What are the narratives we can tell about the future of UK environmental law in light of the result of the EU referendum? Any answer is not just important for the UK, but will also directly shape our understanding of what nationhood means in an era of globalisation. That sounds a rather grandiose statement to make, but let us explain.
One narrative about UK environmental law’s future is appealing in its simplicity. The EU, with its Treaty commitment to ‘a high level of environmental protection’, has been a major source of environmental law in the UK. Clean water, clean beaches, waste regulation, and habitat protection are just a few things that EU directives have set as legislative goals. Leaving the EU can thus be seen as an abandonment of these goals. This is particularly when a number of Leave advocates were promoting a deregulatory agenda of reducing red tape. Linked to this notion of deregulation is the oft-repeated demand from the Leave campaign to return power to the UK. Vote Leave was promoted as a vote for sovereignty and ‘taking back control’ – voting remain was understood as the opposite of those things.
Yet, this binary narrative ignores the fact that EU environmental law is a product of the interplay between different Member States’ legal cultures and the forces of harmonisation. The EU has evolved into one of the most sophisticated multi-level governance systems of the contemporary age and EU environmental law reflects this fact. Its main legal forms are directives that are required to be in integrated into national legal orders and are primarily enforced in national courts. Its operation involves a multitude of legal actors at all levels of government and the end result is a dynamic set of legal regimes with novel processes, remedies, rights and duties, which cut across public and private orders and are not just EU in nature. For example, environmental impact assessment has given rise to a rich body of UK case law concerning its legal nature.
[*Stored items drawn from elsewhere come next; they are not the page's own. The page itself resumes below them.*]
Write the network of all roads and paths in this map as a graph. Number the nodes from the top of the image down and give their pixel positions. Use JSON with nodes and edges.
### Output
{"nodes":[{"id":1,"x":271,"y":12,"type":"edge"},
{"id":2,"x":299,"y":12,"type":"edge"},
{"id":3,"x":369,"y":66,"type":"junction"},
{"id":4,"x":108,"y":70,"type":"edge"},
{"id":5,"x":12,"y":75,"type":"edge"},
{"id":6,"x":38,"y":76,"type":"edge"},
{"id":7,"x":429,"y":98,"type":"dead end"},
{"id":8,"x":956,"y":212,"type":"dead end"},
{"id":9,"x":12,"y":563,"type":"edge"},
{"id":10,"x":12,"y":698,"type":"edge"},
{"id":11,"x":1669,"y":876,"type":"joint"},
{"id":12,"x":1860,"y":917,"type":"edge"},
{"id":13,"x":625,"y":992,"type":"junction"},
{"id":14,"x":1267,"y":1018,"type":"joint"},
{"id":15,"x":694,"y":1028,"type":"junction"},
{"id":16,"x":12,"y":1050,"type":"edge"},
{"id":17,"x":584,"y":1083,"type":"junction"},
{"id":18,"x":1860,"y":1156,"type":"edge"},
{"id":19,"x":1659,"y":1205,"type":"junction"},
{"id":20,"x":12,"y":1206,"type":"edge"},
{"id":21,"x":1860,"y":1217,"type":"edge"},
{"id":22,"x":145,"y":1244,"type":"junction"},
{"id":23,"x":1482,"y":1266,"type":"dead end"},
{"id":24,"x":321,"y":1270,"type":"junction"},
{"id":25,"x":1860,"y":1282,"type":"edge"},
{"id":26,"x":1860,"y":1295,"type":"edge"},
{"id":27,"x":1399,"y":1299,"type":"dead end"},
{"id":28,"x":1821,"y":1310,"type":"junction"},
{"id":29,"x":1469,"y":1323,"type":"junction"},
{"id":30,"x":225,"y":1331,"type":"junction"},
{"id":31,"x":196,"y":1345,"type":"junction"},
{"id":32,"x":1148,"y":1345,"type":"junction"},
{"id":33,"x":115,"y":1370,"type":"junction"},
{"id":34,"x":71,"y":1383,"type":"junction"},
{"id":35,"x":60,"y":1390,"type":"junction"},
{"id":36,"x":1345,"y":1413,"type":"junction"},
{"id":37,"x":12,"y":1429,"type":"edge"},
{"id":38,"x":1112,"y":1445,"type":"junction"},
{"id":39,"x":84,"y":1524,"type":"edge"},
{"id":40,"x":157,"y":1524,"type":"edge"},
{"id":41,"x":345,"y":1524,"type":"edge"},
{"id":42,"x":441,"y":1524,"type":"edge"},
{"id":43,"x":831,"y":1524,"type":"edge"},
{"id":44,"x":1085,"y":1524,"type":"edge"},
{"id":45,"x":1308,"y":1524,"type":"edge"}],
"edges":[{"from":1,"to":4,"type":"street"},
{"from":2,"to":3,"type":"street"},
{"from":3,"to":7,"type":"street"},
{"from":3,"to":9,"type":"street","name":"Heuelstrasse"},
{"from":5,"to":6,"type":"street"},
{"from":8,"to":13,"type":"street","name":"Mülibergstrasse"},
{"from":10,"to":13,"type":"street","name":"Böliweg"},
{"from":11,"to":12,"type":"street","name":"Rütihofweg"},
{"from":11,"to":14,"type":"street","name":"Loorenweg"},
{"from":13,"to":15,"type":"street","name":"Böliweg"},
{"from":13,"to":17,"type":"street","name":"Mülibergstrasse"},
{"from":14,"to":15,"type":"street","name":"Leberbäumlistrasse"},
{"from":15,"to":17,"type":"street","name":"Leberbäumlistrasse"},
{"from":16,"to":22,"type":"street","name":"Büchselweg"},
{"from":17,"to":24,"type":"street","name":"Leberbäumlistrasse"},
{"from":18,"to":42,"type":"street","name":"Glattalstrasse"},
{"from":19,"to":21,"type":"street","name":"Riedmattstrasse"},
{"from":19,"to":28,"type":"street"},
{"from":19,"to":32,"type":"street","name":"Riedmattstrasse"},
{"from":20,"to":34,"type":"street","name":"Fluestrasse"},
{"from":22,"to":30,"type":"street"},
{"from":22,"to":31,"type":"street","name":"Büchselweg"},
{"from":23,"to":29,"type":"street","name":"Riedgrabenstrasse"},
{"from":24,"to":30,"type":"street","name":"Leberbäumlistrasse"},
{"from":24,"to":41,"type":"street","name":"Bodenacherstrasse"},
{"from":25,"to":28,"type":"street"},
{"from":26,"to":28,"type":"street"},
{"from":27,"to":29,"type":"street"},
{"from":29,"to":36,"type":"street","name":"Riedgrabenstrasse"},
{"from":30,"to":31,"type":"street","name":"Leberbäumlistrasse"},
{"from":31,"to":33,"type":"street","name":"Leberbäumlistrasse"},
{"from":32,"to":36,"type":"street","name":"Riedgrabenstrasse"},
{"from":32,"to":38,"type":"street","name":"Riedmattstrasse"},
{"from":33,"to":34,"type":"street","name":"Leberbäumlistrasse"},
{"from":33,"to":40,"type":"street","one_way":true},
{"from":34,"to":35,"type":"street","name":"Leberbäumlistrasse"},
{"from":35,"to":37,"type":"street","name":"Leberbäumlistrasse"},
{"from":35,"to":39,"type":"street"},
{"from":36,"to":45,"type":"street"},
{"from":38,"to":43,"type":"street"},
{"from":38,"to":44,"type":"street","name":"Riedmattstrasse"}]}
The EU air quality regime has similarly required UK courts to reflect on their remedial powers.
This narrative also ignores that the EU is just one emanation of the European order. The Council of Europe and the UN Economic Commission for Europe also generate norms that become binding on the UK, including in the environmental sphere. It follows that a ‘sovereign’ UK will continue to be embedded in a broader governance framework, which may constrain its choices in a post-EU world.
The global lessons of the last thirty years have been that environmental law is inherently multi-level, polycentric and requires interstate co-ordination.
None of this is surprising. The global lessons of the last thirty years have been that environmental law is inherently multi-level, polycentric and requires interstate co-ordination. Legal cultures are unique but environmental problems are universal. Moreover, addressing environmental problems requires all levels of government, as well as co-operation between the public and private at different levels in nuanced ways. Nor is this simply a tension between the state and the supranational. As the aftermath of the Brexit referendum clearly shows, differences within countries must also be reconciled in the governance process.
Practice and scholarship has evolved, often in quite sophisticated ways, to address this state of affairs. Scholars talk of ‘uploading’ and ‘downloading’ regulatory regimes, ‘regulatory transplants’, ‘regulatory capitalism’ and ‘regulatory competition’. Moreover, concepts of ‘transnational environmental law’, ‘global environmental law’ and ‘a human rights approach to environmental protection’ also try to capture the complexities of regulation in this sphere. Behind all this jargon exists a simple reality – nation states are interconnected by markets, by politics, and by geography.
None of that is easy to express however, particularly in the context of a referendum that by its nature required citizens to make a choice between ‘Leave’ or ‘Remain’. But in the post-referendum era, the problems of this duality and the need to understand the ways in which polities are interconnected become even more pressing. While no one doubts the importance of ideas of sovereignty, its rhetoric should not be seen as an answer to the challenges of the post-Brexit world. We find ourselves in uncharted political, intellectual and legal territory. The challenge for practitioners and scholars moving forward is how to evolve an inherently multi-level subject in light of these circumstances in a robust and legitimate way. While Brexit is a distinct UK phenomenon, the issues it raises for environmental law are not. How much room is there in environmental law for sovereignty and control? How will existing structures of cooperation be reshaped in light of this paradigm shift? Does theory need to adapt in order to accommodate changes to the political and legal realities? In short, how do we reimagine environmental law in light of shifting political discourses?
What can be seen from above is that narratives matter because they shape how we see the world and the questions we ask about it. Seeing the future of UK environmental law as a binary choice ignores the rich complexity of this area of law and thus discourages the asking of constructive questions. Seeing it in more multi-level terms does not dismiss ideas of national self-definition, and has far greater potential to foster a more sophisticated and constructive narrative about the future of environmental law. Not just for the UK but for other legal cultures as well.